Prompt
Copy each line of the data that has "細島港日向市停車場線" in it.

——

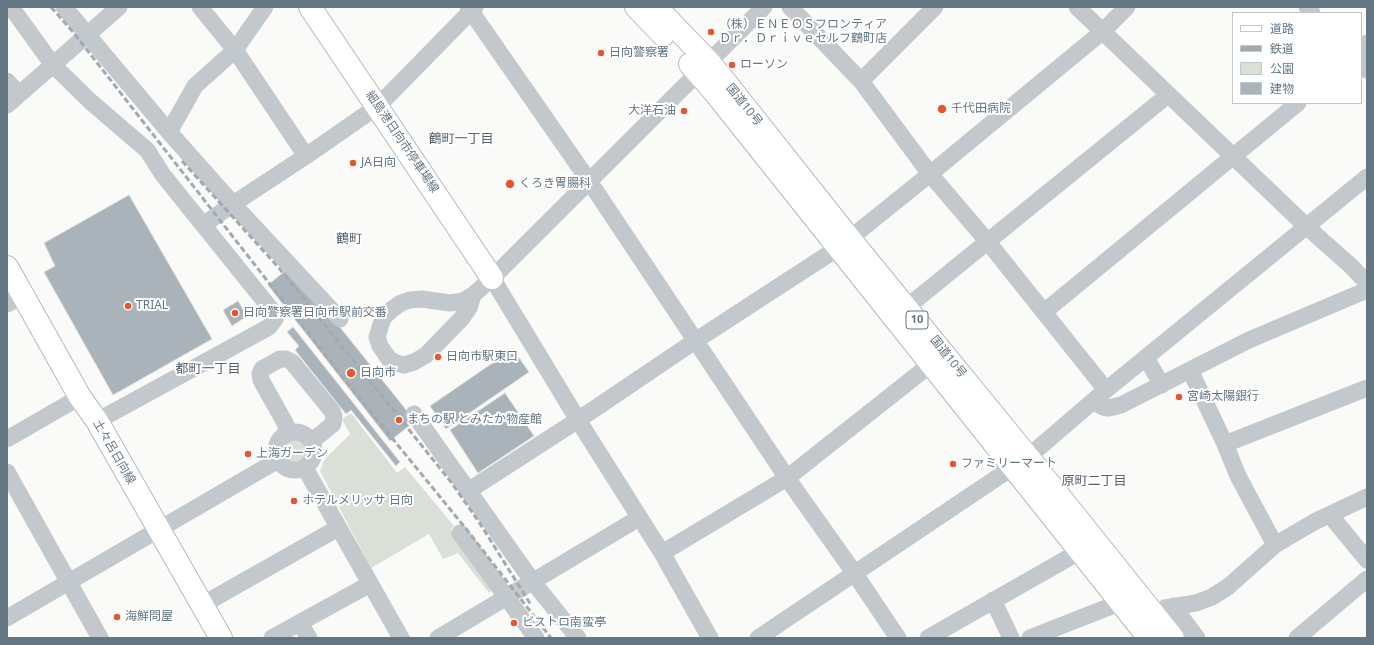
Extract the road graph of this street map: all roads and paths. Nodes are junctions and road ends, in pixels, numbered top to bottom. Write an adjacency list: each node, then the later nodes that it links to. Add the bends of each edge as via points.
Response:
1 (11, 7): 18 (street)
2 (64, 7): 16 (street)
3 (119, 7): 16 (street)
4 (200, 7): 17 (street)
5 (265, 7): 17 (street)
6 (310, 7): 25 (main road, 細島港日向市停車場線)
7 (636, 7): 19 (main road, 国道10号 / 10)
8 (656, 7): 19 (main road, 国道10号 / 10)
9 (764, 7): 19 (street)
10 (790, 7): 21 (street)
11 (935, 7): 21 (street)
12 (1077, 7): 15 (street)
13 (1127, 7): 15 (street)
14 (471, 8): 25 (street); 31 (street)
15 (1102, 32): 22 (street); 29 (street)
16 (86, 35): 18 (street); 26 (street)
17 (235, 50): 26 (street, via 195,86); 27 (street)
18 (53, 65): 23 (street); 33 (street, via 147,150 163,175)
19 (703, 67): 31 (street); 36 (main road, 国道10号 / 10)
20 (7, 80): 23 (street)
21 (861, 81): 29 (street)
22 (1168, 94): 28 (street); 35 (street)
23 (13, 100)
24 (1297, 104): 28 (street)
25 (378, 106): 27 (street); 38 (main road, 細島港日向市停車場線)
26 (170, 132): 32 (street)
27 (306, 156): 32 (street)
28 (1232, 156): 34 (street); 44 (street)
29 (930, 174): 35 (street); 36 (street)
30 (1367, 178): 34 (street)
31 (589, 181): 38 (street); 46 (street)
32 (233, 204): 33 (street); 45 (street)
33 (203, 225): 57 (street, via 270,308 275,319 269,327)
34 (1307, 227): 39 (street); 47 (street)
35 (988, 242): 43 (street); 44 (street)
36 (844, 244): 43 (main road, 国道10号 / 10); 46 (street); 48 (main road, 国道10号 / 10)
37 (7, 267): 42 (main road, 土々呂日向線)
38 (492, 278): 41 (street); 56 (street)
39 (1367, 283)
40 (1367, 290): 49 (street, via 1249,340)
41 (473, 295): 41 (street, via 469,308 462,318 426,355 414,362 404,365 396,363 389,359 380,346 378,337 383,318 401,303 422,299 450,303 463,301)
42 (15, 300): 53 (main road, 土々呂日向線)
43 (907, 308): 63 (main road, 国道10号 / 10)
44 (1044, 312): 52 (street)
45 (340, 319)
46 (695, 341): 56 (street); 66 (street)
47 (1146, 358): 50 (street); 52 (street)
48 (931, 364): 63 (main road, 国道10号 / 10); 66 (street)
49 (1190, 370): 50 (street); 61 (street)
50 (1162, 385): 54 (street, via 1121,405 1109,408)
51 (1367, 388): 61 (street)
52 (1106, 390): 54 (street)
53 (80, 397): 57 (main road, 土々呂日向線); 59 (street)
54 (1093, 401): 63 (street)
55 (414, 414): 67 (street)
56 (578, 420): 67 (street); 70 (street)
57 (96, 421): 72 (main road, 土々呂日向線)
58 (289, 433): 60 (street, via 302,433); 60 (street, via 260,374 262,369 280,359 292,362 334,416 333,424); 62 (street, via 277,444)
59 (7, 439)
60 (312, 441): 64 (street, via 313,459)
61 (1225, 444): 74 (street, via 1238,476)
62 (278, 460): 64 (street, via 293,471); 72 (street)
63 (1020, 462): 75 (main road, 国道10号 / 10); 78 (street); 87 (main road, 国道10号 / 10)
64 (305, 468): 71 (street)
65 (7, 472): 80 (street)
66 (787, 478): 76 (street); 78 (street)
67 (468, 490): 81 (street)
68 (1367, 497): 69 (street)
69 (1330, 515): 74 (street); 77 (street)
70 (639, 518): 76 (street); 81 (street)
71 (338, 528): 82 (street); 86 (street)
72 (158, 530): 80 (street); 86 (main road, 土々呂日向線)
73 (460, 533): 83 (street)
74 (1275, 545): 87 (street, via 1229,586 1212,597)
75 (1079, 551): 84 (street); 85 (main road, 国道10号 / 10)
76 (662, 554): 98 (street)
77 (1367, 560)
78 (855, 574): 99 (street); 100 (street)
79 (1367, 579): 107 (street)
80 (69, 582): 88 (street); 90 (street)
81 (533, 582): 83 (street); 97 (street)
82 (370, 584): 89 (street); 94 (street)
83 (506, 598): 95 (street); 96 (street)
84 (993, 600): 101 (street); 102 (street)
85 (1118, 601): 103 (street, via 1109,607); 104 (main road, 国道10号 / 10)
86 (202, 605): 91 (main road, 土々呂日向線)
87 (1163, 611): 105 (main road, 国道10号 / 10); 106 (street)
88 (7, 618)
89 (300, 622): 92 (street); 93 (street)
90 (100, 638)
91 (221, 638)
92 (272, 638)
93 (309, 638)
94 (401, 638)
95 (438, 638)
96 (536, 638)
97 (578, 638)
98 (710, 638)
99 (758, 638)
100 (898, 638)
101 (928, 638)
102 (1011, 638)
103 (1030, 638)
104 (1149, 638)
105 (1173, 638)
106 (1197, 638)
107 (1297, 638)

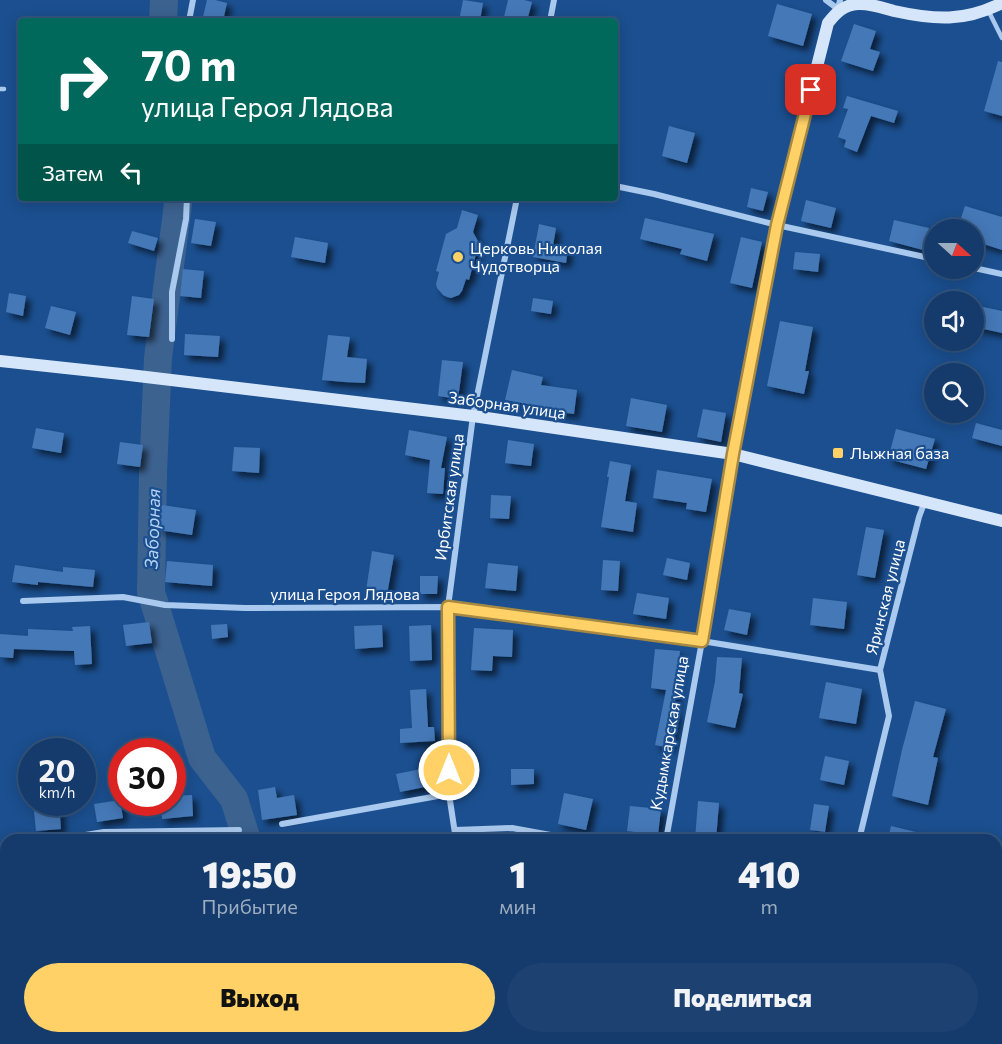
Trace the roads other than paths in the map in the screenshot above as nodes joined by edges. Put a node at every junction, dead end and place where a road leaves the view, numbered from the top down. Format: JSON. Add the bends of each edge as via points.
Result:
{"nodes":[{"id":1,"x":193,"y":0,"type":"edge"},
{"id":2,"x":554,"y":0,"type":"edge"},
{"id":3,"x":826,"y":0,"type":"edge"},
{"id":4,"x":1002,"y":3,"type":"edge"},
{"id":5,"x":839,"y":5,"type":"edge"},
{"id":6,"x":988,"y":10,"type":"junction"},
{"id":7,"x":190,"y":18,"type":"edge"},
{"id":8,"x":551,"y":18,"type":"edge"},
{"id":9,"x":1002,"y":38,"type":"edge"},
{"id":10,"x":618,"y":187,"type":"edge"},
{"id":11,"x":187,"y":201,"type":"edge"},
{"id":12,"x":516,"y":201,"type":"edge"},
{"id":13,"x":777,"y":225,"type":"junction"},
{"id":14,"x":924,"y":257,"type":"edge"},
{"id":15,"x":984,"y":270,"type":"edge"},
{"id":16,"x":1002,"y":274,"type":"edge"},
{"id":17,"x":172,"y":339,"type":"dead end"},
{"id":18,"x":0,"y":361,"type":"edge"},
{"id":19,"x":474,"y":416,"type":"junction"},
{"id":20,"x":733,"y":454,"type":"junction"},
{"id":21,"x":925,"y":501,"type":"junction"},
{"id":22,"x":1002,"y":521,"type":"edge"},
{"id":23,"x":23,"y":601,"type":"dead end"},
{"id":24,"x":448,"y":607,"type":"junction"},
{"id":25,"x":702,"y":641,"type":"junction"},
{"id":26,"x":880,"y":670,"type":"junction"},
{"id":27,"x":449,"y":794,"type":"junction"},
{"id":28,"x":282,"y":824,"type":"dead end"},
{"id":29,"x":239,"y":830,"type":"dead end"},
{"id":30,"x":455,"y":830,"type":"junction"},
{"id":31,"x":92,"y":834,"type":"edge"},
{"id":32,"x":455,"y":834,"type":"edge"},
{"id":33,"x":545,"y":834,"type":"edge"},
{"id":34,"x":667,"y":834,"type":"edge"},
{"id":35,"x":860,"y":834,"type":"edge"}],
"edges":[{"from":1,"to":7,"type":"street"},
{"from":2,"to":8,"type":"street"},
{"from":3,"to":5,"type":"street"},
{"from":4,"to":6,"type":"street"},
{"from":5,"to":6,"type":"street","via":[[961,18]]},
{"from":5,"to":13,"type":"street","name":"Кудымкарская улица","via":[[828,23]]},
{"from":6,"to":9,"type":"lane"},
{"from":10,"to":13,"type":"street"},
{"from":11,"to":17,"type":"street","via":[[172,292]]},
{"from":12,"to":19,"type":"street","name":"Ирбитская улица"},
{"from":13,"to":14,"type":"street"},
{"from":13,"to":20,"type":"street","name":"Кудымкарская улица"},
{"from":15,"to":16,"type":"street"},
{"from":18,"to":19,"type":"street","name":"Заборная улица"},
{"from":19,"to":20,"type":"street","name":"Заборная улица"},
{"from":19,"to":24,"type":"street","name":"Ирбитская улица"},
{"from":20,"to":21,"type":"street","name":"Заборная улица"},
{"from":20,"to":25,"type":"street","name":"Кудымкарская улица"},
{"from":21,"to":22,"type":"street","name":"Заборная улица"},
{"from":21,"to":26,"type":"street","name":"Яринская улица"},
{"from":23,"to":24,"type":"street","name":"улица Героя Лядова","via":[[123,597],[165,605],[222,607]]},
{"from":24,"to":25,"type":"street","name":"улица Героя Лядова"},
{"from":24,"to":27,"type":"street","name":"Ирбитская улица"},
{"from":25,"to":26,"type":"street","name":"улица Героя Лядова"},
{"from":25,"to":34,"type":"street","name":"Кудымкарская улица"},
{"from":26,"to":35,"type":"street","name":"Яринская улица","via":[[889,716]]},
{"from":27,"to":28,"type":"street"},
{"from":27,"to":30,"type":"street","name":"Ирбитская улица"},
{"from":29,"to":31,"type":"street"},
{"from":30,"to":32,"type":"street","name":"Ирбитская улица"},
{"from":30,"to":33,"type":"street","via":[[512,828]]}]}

——

Solution for this exercise
6 (310, 7): 25 (main road, 細島港日向市停車場線)
25 (378, 106): 27 (street); 38 (main road, 細島港日向市停車場線)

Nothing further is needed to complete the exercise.